Other sloths lived in caves that didn’t have to dig for themselves. The Peruvian sloth: Diabolotherium, or “devil beast,” from the Late Pleistocene. Unlike other ground sloths, Diabolotherium had a much greater range of motion in its elbows and forearms, making it an excellent rock climber. Its fossils are found almost exclusively in caves, including 300 meters up a cliff face.
Sloths in trees
While Diabolotherium was climbing cliffs, other sloths were doing what we know them best for: Living in trees. As early as the Miocene Epoch, semi-arboreal sloths can be found in the fossil record like Hapalops or Nematherium. Both of them had flexible elbow joints suggesting they could climb trees, and they’re probably ancestral cousins of the modern 2-toed sloth.
They weigh between 40 and 90 kilograms, from a deer to a kangaroo. The very biggest branches could have only supported them. They didn’t hang upside-down. So sloths have inhabited caves, dived in the seas, lived on the ground, and climbed up in the trees. With their super low metabolism, they could find nutrients others couldn’t. But this brings us to perhaps the weirdest part of the whole story of sloth evolution: the sloths that survived to the modern day.

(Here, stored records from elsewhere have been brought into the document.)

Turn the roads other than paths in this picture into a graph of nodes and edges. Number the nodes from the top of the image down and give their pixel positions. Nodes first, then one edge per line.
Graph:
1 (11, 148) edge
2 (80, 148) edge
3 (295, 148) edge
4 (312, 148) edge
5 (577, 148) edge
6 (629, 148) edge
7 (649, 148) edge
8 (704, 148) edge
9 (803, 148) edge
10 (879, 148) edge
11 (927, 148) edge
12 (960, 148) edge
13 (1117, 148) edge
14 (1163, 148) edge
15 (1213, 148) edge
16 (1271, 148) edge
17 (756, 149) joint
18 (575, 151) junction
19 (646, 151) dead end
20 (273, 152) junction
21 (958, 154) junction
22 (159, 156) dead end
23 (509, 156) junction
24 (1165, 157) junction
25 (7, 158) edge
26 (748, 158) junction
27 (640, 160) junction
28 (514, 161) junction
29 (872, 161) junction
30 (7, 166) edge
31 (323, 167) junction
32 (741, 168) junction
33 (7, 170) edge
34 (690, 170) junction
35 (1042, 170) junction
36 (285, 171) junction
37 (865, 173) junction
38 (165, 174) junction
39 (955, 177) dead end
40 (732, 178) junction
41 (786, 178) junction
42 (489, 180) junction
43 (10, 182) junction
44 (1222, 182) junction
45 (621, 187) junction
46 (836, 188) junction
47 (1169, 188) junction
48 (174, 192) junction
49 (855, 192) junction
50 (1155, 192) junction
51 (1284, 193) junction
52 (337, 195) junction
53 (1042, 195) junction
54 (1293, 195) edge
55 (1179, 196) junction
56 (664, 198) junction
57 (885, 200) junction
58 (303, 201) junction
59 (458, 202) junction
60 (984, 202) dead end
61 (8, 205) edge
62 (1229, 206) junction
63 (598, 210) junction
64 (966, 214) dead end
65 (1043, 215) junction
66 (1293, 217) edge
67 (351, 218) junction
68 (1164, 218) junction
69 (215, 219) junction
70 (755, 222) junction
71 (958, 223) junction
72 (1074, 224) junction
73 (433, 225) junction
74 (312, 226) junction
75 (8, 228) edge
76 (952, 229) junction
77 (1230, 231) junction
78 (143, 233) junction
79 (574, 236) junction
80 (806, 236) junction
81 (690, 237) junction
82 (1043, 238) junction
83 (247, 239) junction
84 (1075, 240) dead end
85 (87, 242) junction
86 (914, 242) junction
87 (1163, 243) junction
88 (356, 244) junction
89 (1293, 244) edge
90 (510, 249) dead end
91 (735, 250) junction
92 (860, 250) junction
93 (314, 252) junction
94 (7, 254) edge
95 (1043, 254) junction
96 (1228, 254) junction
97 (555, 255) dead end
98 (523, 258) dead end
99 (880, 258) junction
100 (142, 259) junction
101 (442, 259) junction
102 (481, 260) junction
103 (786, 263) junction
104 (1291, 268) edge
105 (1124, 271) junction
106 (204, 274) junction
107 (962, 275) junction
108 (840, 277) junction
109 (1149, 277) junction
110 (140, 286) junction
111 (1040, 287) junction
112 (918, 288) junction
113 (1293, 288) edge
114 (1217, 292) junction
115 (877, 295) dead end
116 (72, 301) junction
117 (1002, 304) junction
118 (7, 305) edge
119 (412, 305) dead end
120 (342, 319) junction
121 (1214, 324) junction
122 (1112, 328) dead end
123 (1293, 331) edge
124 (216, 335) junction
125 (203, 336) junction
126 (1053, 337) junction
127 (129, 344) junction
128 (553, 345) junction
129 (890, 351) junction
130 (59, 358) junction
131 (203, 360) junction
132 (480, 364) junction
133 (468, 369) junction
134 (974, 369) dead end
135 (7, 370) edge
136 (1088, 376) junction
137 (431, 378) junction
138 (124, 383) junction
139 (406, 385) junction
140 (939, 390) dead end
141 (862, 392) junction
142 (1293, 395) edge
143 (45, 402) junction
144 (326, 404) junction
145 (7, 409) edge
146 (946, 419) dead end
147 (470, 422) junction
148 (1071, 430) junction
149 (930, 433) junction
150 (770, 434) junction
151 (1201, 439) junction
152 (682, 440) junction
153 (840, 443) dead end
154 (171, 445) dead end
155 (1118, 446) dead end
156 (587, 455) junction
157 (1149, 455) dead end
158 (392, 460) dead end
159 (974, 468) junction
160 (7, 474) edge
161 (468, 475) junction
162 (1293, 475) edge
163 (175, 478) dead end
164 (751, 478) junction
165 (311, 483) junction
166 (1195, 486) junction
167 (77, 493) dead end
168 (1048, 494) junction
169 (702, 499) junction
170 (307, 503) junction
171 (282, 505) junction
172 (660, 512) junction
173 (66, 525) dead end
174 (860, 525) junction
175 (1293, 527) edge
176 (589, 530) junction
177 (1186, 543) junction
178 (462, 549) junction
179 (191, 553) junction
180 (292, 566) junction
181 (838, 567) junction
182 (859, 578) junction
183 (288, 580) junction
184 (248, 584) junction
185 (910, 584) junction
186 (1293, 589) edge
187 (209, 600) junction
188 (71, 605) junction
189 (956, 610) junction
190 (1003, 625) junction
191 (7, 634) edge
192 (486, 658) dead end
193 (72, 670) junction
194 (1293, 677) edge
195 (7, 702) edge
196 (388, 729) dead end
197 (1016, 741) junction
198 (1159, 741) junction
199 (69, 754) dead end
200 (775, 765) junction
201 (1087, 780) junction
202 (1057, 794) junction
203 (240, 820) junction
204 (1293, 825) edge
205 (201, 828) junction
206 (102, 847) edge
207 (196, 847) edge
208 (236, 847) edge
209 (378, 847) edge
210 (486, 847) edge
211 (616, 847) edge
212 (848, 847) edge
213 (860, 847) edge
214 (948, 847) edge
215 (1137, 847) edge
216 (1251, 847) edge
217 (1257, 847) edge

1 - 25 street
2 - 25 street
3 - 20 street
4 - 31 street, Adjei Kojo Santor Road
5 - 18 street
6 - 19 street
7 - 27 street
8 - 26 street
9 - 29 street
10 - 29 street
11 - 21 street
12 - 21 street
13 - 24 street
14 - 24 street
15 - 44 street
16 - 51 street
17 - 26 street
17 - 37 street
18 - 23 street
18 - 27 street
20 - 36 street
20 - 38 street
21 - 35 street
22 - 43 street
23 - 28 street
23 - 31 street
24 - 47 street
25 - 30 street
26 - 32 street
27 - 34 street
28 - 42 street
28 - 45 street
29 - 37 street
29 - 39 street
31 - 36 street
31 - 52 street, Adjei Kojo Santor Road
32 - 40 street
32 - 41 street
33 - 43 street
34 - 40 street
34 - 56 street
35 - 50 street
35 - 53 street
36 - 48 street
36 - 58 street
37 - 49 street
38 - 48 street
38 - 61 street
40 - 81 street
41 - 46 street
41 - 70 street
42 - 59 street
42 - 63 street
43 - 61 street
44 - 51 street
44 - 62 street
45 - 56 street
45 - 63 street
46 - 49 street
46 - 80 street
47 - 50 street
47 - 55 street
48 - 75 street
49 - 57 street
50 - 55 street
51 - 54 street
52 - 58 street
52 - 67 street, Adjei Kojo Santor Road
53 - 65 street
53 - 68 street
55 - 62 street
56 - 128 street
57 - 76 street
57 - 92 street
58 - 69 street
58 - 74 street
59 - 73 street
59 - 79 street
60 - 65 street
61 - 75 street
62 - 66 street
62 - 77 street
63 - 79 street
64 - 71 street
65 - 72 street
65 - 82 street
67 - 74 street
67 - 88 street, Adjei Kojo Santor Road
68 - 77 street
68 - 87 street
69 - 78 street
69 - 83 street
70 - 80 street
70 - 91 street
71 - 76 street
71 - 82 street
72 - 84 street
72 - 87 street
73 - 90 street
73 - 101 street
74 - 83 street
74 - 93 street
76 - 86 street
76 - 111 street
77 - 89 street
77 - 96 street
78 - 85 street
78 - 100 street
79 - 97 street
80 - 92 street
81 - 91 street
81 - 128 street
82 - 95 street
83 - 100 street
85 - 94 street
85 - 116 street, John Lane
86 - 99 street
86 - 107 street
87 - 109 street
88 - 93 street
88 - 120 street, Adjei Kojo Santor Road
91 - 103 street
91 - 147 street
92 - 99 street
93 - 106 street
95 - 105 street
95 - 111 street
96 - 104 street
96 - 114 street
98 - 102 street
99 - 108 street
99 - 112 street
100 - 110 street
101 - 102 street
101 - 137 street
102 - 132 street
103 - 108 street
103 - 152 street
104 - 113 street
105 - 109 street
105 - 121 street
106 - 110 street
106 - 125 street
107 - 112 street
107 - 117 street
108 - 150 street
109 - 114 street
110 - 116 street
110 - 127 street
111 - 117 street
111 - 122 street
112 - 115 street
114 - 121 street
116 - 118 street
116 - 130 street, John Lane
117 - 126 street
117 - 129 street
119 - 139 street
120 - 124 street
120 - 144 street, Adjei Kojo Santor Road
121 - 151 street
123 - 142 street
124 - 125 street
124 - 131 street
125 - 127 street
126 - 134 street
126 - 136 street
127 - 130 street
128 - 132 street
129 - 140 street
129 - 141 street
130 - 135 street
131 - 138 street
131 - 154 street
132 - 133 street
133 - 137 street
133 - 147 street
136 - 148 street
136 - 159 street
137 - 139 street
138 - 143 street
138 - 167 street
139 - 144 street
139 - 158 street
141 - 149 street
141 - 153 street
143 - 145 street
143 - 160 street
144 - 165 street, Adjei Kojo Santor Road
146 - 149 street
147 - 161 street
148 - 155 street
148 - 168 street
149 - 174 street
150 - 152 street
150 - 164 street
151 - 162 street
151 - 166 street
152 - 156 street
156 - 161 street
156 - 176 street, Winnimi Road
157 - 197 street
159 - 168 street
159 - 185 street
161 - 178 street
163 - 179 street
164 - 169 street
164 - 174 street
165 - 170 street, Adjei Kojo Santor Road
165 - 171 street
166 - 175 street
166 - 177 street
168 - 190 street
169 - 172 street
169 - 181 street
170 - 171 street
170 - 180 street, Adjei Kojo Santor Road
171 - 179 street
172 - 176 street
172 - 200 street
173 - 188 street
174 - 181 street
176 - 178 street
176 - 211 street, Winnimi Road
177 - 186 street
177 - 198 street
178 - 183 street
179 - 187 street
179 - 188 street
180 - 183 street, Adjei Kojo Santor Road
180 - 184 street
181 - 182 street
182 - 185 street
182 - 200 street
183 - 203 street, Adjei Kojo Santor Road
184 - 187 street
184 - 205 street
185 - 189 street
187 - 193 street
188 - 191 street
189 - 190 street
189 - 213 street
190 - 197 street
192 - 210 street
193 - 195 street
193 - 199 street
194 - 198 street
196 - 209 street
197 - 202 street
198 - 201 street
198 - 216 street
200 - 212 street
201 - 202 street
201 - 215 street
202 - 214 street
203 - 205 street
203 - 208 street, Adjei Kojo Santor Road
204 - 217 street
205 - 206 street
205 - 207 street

Both modern genera of living sloths live in Central and South America. There are the three-toed sloths, which are members of the genus Bradypus. There’s the two-toed kind, known as Choloepus. They’re both suspensory. It means they spend their time not just in trees but suspended from trees.
Being suspensory is next-level tree-dwelling, and both tree sloths are so well adapted to it today. They can barely walk on the ground at all. But there aren’t any fossils of suspensory sloths, including those of Bradypus or Choelopus. It makes it hard for us to understand their evolutionary story. These two surviving tree sloths don’t seem to be very closely related at all.
Choloepus is probably a member of Megalonychidae, which included some pretty big, bad-ground sloths like Megalonyx. They lived in North America as much as 10 million years ago. But Bradypus may be the oldest and most primitive member of all sloths. Its lineage split off from other fossil and modern sloths over 30 million years ago. It’s so strange that some paleontologists put it into its own family, all by itself.
So, they come from different ancestral groups, but today’s modern sloths both hang from trees! It means that being suspensory must have evolved twice independently in each lineage! Over millions of years, sloths have shown an ability to gradually adapt to environments as diverse as the ocean, hard-rock caves, and tropical forests.